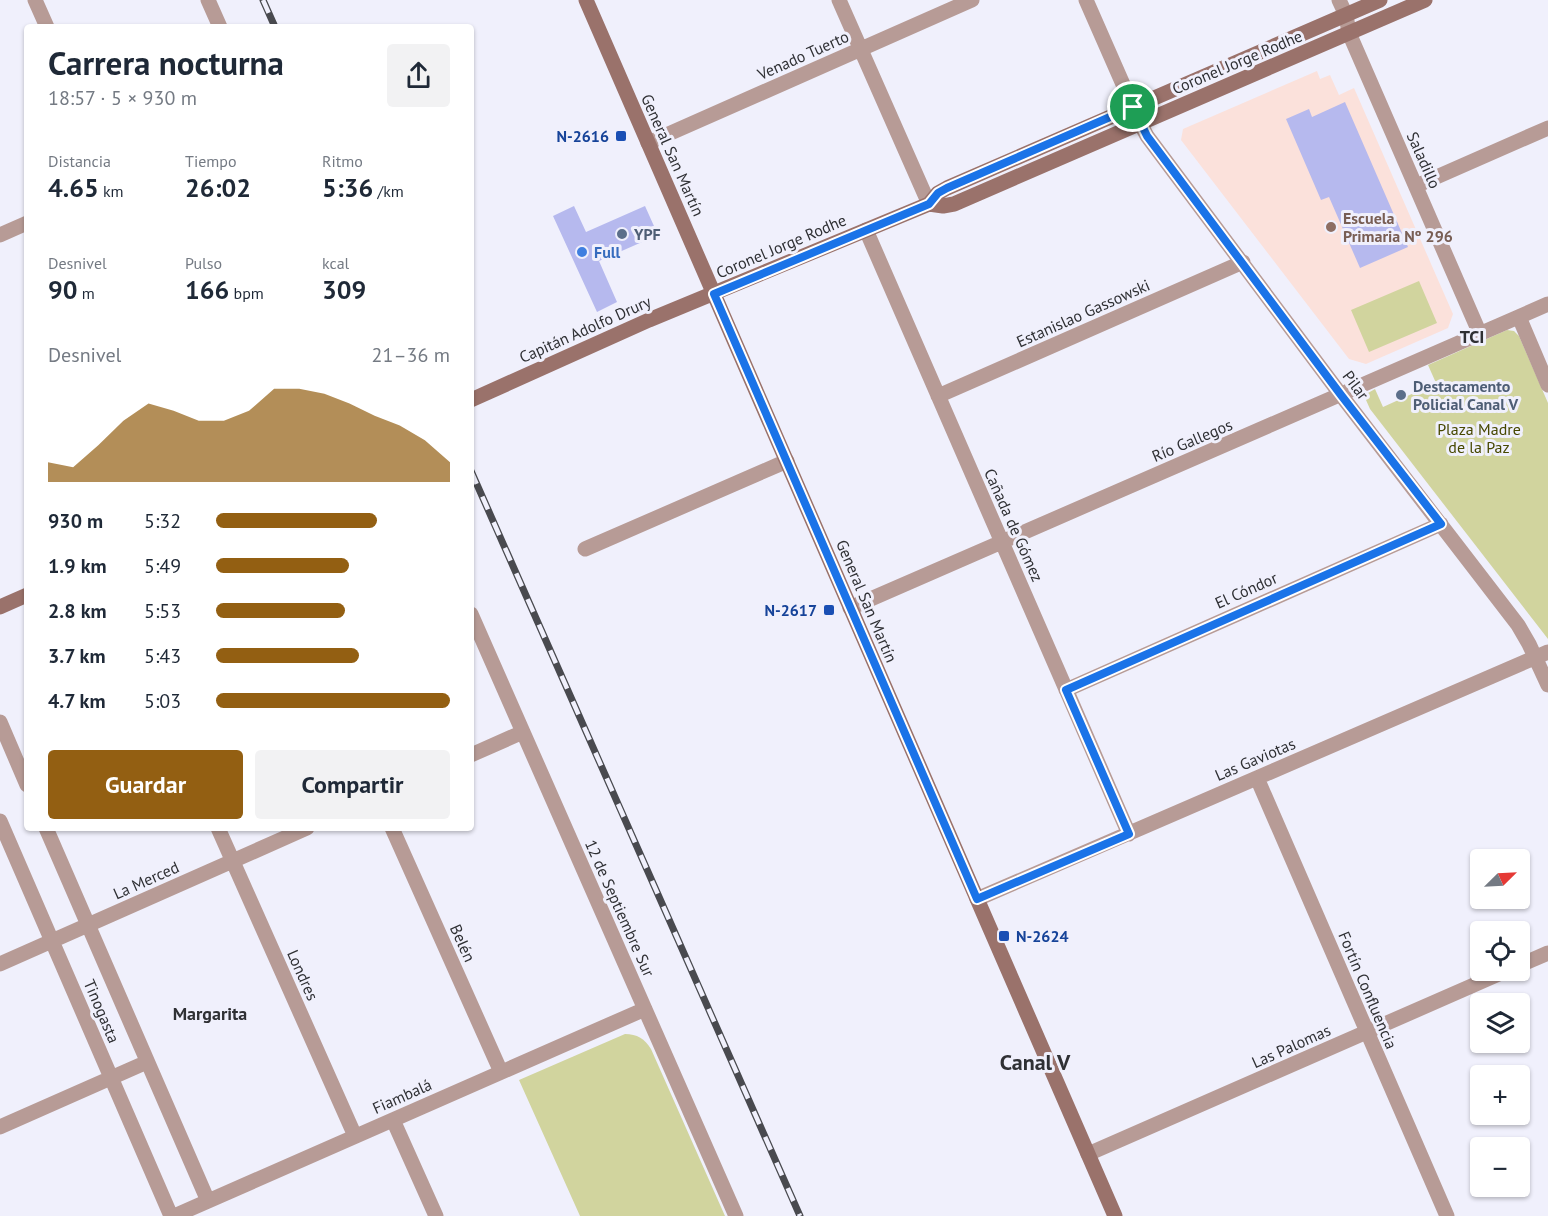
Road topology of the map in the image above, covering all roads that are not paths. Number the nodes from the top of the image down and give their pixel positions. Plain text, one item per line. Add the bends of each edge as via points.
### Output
1 (35, 0) edge
2 (208, 0) edge
3 (586, 0) edge
4 (839, 0) edge
5 (972, 0) edge
6 (1086, 0) edge
7 (1339, 0) edge
8 (1380, 0) edge
9 (1425, 0) edge
10 (1346, 15) junction
11 (46, 24) edge
12 (219, 24) edge
13 (1349, 33) junction
14 (861, 49) junction
15 (1133, 107) junction
16 (1140, 123) junction
17 (1548, 128) edge
18 (648, 143) junction
19 (1416, 186) junction
20 (929, 204) junction
21 (24, 224) edge
22 (866, 230) junction
23 (0, 235) edge
24 (1243, 262) junction
25 (714, 294) junction
26 (1548, 304) edge
27 (1519, 317) junction
28 (1480, 334) junction
29 (1548, 385) edge
30 (1341, 395) junction
31 (938, 396) junction
32 (474, 399) edge
33 (787, 461) junction
34 (1441, 524) junction
35 (1002, 542) junction
36 (585, 549) dead end
37 (24, 596) edge
38 (0, 607) edge
39 (850, 608) junction
40 (474, 621) edge
41 (1542, 655) edge
42 (1548, 685) edge
43 (1066, 690) junction
44 (0, 722) edge
45 (523, 732) junction
46 (474, 754) edge
47 (24, 778) edge
48 (1257, 778) junction
49 (0, 821) edge
50 (47, 831) edge
51 (219, 831) edge
52 (300, 831) edge
53 (393, 831) edge
54 (1129, 834) junction
55 (233, 861) junction
56 (977, 899) junction
57 (88, 925) junction
58 (52, 941) junction
59 (1548, 953) edge
60 (1530, 961) edge
61 (0, 964) edge
62 (1483, 981) edge
63 (645, 1009) junction
64 (1367, 1032) junction
65 (147, 1062) junction
66 (501, 1072) junction
67 (111, 1078) junction
68 (393, 1120) junction
69 (0, 1127) edge
70 (356, 1136) junction
71 (1088, 1154) junction
72 (208, 1201) junction
73 (172, 1216) edge
74 (436, 1216) edge
75 (736, 1216) edge
76 (1115, 1216) edge
77 (1447, 1216) edge

1 - 11 street
2 - 12 street
3 - 18 main road, General San Martín
4 - 14 street
5 - 14 street, Venado Tuerto
6 - 15 street, Pilar
7 - 10 street, Saladillo
8 - 10 main road, Coronel Jorge Rodhe
9 - 13 main road, Coronel Jorge Rodhe
10 - 13 street, Saladillo
10 - 15 main road, Coronel Jorge Rodhe
13 - 16 main road, Coronel Jorge Rodhe
13 - 19 street, Saladillo
14 - 18 street, Venado Tuerto
14 - 20 street
15 - 16 street, Pilar
15 - 20 main road, Coronel Jorge Rodhe via 947,188
16 - 20 main road, Coronel Jorge Rodhe via 954,204
16 - 24 street, Pilar
17 - 19 street
18 - 25 main road, General San Martín
19 - 28 street, Saladillo
20 - 22 main road, Coronel Jorge Rodhe
21 - 23 street
22 - 25 main road, Coronel Jorge Rodhe
22 - 31 street, Cañada de Gómez
24 - 30 street, Pilar
24 - 31 street, Estanislao Gassowski
25 - 32 main road, Capitán Adolfo Drury
25 - 33 main road, General San Martín
26 - 27 street, Río Gallegos
27 - 28 street, Río Gallegos
27 - 29 street
28 - 30 street, Río Gallegos
30 - 34 street, Pilar
30 - 35 street, Río Gallegos
31 - 35 street, Cañada de Gómez
33 - 36 street
33 - 39 main road, General San Martín
34 - 41 street, Pilar
34 - 43 street, El Cóndor
35 - 39 street, Río Gallegos
35 - 43 street, Cañada de Gómez
37 - 38 main road
39 - 56 main road, General San Martín
40 - 45 street, 12 de Septiembre Sur
41 - 42 street, Pilar
41 - 48 street, Las Gaviotas
43 - 54 street, Cañada de Gómez
44 - 47 street
45 - 46 street
45 - 63 street, 12 de Septiembre Sur
48 - 54 street, Las Gaviotas
48 - 64 street, Fortín Confluencia
49 - 58 street, Tinogasta
50 - 57 street, Tinogasta
51 - 55 street, Londres
52 - 55 street, La Merced
53 - 66 street, Belén
54 - 56 street, Las Gaviotas
55 - 57 street, La Merced
55 - 70 street, Londres
56 - 71 main road, General San Martín
57 - 58 street, La Merced
57 - 65 street, Tinogasta
58 - 61 street, La Merced
58 - 67 street, Tinogasta
59 - 60 street
62 - 64 street, Las Palomas
63 - 66 street, Fiambalá
63 - 75 street, 12 de Septiembre Sur
64 - 71 street, Las Palomas
64 - 77 street, Fortín Confluencia
65 - 67 street
65 - 72 street, Tinogasta
66 - 68 street, Fiambalá
67 - 69 street
67 - 73 street, Tinogasta
68 - 70 street, Fiambalá
68 - 74 street
70 - 72 street, Fiambalá
71 - 76 main road, General San Martín
72 - 73 street, Fiambalá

### WHAT IS BEING ASKED
With the pictures excluded, the records are to be reproduced exactly.

### EXERCISE SOLUTION
Road topology of the map in the image above, covering all roads that are not paths. Number the nodes from the top of the image down and give their pixel positions. Plain text, one item per line. Add the bends of each edge as via points.
### Output
1 (35, 0) edge
2 (208, 0) edge
3 (586, 0) edge
4 (839, 0) edge
5 (972, 0) edge
6 (1086, 0) edge
7 (1339, 0) edge
8 (1380, 0) edge
9 (1425, 0) edge
10 (1346, 15) junction
11 (46, 24) edge
12 (219, 24) edge
13 (1349, 33) junction
14 (861, 49) junction
15 (1133, 107) junction
16 (1140, 123) junction
17 (1548, 128) edge
18 (648, 143) junction
19 (1416, 186) junction
20 (929, 204) junction
21 (24, 224) edge
22 (866, 230) junction
23 (0, 235) edge
24 (1243, 262) junction
25 (714, 294) junction
26 (1548, 304) edge
27 (1519, 317) junction
28 (1480, 334) junction
29 (1548, 385) edge
30 (1341, 395) junction
31 (938, 396) junction
32 (474, 399) edge
33 (787, 461) junction
34 (1441, 524) junction
35 (1002, 542) junction
36 (585, 549) dead end
37 (24, 596) edge
38 (0, 607) edge
39 (850, 608) junction
40 (474, 621) edge
41 (1542, 655) edge
42 (1548, 685) edge
43 (1066, 690) junction
44 (0, 722) edge
45 (523, 732) junction
46 (474, 754) edge
47 (24, 778) edge
48 (1257, 778) junction
49 (0, 821) edge
50 (47, 831) edge
51 (219, 831) edge
52 (300, 831) edge
53 (393, 831) edge
54 (1129, 834) junction
55 (233, 861) junction
56 (977, 899) junction
57 (88, 925) junction
58 (52, 941) junction
59 (1548, 953) edge
60 (1530, 961) edge
61 (0, 964) edge
62 (1483, 981) edge
63 (645, 1009) junction
64 (1367, 1032) junction
65 (147, 1062) junction
66 (501, 1072) junction
67 (111, 1078) junction
68 (393, 1120) junction
69 (0, 1127) edge
70 (356, 1136) junction
71 (1088, 1154) junction
72 (208, 1201) junction
73 (172, 1216) edge
74 (436, 1216) edge
75 (736, 1216) edge
76 (1115, 1216) edge
77 (1447, 1216) edge

1 - 11 street
2 - 12 street
3 - 18 main road, General San Martín
4 - 14 street
5 - 14 street, Venado Tuerto
6 - 15 street, Pilar
7 - 10 street, Saladillo
8 - 10 main road, Coronel Jorge Rodhe
9 - 13 main road, Coronel Jorge Rodhe
10 - 13 street, Saladillo
10 - 15 main road, Coronel Jorge Rodhe
13 - 16 main road, Coronel Jorge Rodhe
13 - 19 street, Saladillo
14 - 18 street, Venado Tuerto
14 - 20 street
15 - 16 street, Pilar
15 - 20 main road, Coronel Jorge Rodhe via 947,188
16 - 20 main road, Coronel Jorge Rodhe via 954,204
16 - 24 street, Pilar
17 - 19 street
18 - 25 main road, General San Martín
19 - 28 street, Saladillo
20 - 22 main road, Coronel Jorge Rodhe
21 - 23 street
22 - 25 main road, Coronel Jorge Rodhe
22 - 31 street, Cañada de Gómez
24 - 30 street, Pilar
24 - 31 street, Estanislao Gassowski
25 - 32 main road, Capitán Adolfo Drury
25 - 33 main road, General San Martín
26 - 27 street, Río Gallegos
27 - 28 street, Río Gallegos
27 - 29 street
28 - 30 street, Río Gallegos
30 - 34 street, Pilar
30 - 35 street, Río Gallegos
31 - 35 street, Cañada de Gómez
33 - 36 street
33 - 39 main road, General San Martín
34 - 41 street, Pilar
34 - 43 street, El Cóndor
35 - 39 street, Río Gallegos
35 - 43 street, Cañada de Gómez
37 - 38 main road
39 - 56 main road, General San Martín
40 - 45 street, 12 de Septiembre Sur
41 - 42 street, Pilar
41 - 48 street, Las Gaviotas
43 - 54 street, Cañada de Gómez
44 - 47 street
45 - 46 street
45 - 63 street, 12 de Septiembre Sur
48 - 54 street, Las Gaviotas
48 - 64 street, Fortín Confluencia
49 - 58 street, Tinogasta
50 - 57 street, Tinogasta
51 - 55 street, Londres
52 - 55 street, La Merced
53 - 66 street, Belén
54 - 56 street, Las Gaviotas
55 - 57 street, La Merced
55 - 70 street, Londres
56 - 71 main road, General San Martín
57 - 58 street, La Merced
57 - 65 street, Tinogasta
58 - 61 street, La Merced
58 - 67 street, Tinogasta
59 - 60 street
62 - 64 street, Las Palomas
63 - 66 street, Fiambalá
63 - 75 street, 12 de Septiembre Sur
64 - 71 street, Las Palomas
64 - 77 street, Fortín Confluencia
65 - 67 street
65 - 72 street, Tinogasta
66 - 68 street, Fiambalá
67 - 69 street
67 - 73 street, Tinogasta
68 - 70 street, Fiambalá
68 - 74 street
70 - 72 street, Fiambalá
71 - 76 main road, General San Martín
72 - 73 street, Fiambalá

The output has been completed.